Task prompt:
The whole of the data is to be returned without a single change.

### Record set

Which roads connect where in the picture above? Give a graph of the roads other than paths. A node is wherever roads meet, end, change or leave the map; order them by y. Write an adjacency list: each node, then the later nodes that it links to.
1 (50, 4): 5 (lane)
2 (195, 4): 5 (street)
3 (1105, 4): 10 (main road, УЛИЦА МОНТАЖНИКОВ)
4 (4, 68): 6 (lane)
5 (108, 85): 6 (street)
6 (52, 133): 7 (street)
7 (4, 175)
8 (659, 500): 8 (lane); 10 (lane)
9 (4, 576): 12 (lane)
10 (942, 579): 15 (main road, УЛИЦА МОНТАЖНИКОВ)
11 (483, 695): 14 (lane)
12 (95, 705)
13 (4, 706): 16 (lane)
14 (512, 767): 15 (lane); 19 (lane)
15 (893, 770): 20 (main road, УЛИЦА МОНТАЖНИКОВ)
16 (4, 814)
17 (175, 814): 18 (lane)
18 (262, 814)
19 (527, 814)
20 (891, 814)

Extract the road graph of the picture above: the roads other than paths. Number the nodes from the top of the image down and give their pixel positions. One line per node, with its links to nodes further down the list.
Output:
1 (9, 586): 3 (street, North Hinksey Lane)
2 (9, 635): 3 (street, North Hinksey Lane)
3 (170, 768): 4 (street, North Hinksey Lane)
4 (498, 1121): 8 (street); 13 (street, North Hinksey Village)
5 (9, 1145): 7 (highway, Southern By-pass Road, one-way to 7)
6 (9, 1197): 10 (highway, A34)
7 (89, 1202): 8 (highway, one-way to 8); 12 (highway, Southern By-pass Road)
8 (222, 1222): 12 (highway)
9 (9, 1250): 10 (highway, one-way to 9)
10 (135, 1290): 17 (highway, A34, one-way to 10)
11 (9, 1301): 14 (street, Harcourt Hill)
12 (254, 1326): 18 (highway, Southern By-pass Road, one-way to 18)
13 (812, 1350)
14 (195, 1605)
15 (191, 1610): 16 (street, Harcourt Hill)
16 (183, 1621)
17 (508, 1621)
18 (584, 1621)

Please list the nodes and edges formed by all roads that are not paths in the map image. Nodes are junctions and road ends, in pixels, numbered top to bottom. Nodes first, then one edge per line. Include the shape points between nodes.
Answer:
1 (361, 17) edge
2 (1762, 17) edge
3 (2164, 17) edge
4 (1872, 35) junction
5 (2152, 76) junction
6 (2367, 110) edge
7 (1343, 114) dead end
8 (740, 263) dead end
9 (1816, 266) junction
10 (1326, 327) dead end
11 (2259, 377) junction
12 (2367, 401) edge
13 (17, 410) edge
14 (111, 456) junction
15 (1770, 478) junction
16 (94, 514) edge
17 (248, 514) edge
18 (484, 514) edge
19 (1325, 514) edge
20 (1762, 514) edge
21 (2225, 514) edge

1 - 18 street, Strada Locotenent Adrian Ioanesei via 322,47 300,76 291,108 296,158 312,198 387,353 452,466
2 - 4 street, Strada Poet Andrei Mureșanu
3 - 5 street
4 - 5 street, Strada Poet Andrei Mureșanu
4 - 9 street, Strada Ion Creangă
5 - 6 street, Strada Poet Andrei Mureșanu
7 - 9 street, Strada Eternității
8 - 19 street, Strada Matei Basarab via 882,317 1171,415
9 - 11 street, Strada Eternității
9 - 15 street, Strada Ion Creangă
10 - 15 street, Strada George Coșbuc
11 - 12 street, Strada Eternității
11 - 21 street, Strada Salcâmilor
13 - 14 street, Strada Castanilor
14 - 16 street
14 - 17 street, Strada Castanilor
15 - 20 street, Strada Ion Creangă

######

Solution for this exercise:
Which roads connect where in the picture above? Give a graph of the roads other than paths. A node is wherever roads meet, end, change or leave the map; order them by y. Write an adjacency list: each node, then the later nodes that it links to.
1 (50, 4): 5 (lane)
2 (195, 4): 5 (street)
3 (1105, 4): 10 (main road, УЛИЦА МОНТАЖНИКОВ)
4 (4, 68): 6 (lane)
5 (108, 85): 6 (street)
6 (52, 133): 7 (street)
7 (4, 175)
8 (659, 500): 8 (lane); 10 (lane)
9 (4, 576): 12 (lane)
10 (942, 579): 15 (main road, УЛИЦА МОНТАЖНИКОВ)
11 (483, 695): 14 (lane)
12 (95, 705)
13 (4, 706): 16 (lane)
14 (512, 767): 15 (lane); 19 (lane)
15 (893, 770): 20 (main road, УЛИЦА МОНТАЖНИКОВ)
16 (4, 814)
17 (175, 814): 18 (lane)
18 (262, 814)
19 (527, 814)
20 (891, 814)

Extract the road graph of the picture above: the roads other than paths. Number the nodes from the top of the image down and give their pixel positions. One line per node, with its links to nodes further down the list.
Output:
1 (9, 586): 3 (street, North Hinksey Lane)
2 (9, 635): 3 (street, North Hinksey Lane)
3 (170, 768): 4 (street, North Hinksey Lane)
4 (498, 1121): 8 (street); 13 (street, North Hinksey Village)
5 (9, 1145): 7 (highway, Southern By-pass Road, one-way to 7)
6 (9, 1197): 10 (highway, A34)
7 (89, 1202): 8 (highway, one-way to 8); 12 (highway, Southern By-pass Road)
8 (222, 1222): 12 (highway)
9 (9, 1250): 10 (highway, one-way to 9)
10 (135, 1290): 17 (highway, A34, one-way to 10)
11 (9, 1301): 14 (street, Harcourt Hill)
12 (254, 1326): 18 (highway, Southern By-pass Road, one-way to 18)
13 (812, 1350)
14 (195, 1605)
15 (191, 1610): 16 (street, Harcourt Hill)
16 (183, 1621)
17 (508, 1621)
18 (584, 1621)

Please list the nodes and edges formed by all roads that are not paths in the map image. Nodes are junctions and road ends, in pixels, numbered top to bottom. Nodes first, then one edge per line. Include the shape points between nodes.
Answer:
1 (361, 17) edge
2 (1762, 17) edge
3 (2164, 17) edge
4 (1872, 35) junction
5 (2152, 76) junction
6 (2367, 110) edge
7 (1343, 114) dead end
8 (740, 263) dead end
9 (1816, 266) junction
10 (1326, 327) dead end
11 (2259, 377) junction
12 (2367, 401) edge
13 (17, 410) edge
14 (111, 456) junction
15 (1770, 478) junction
16 (94, 514) edge
17 (248, 514) edge
18 (484, 514) edge
19 (1325, 514) edge
20 (1762, 514) edge
21 (2225, 514) edge

1 - 18 street, Strada Locotenent Adrian Ioanesei via 322,47 300,76 291,108 296,158 312,198 387,353 452,466
2 - 4 street, Strada Poet Andrei Mureșanu
3 - 5 street
4 - 5 street, Strada Poet Andrei Mureșanu
4 - 9 street, Strada Ion Creangă
5 - 6 street, Strada Poet Andrei Mureșanu
7 - 9 street, Strada Eternității
8 - 19 street, Strada Matei Basarab via 882,317 1171,415
9 - 11 street, Strada Eternității
9 - 15 street, Strada Ion Creangă
10 - 15 street, Strada George Coșbuc
11 - 12 street, Strada Eternității
11 - 21 street, Strada Salcâmilor
13 - 14 street, Strada Castanilor
14 - 16 street
14 - 17 street, Strada Castanilor
15 - 20 street, Strada Ion Creangă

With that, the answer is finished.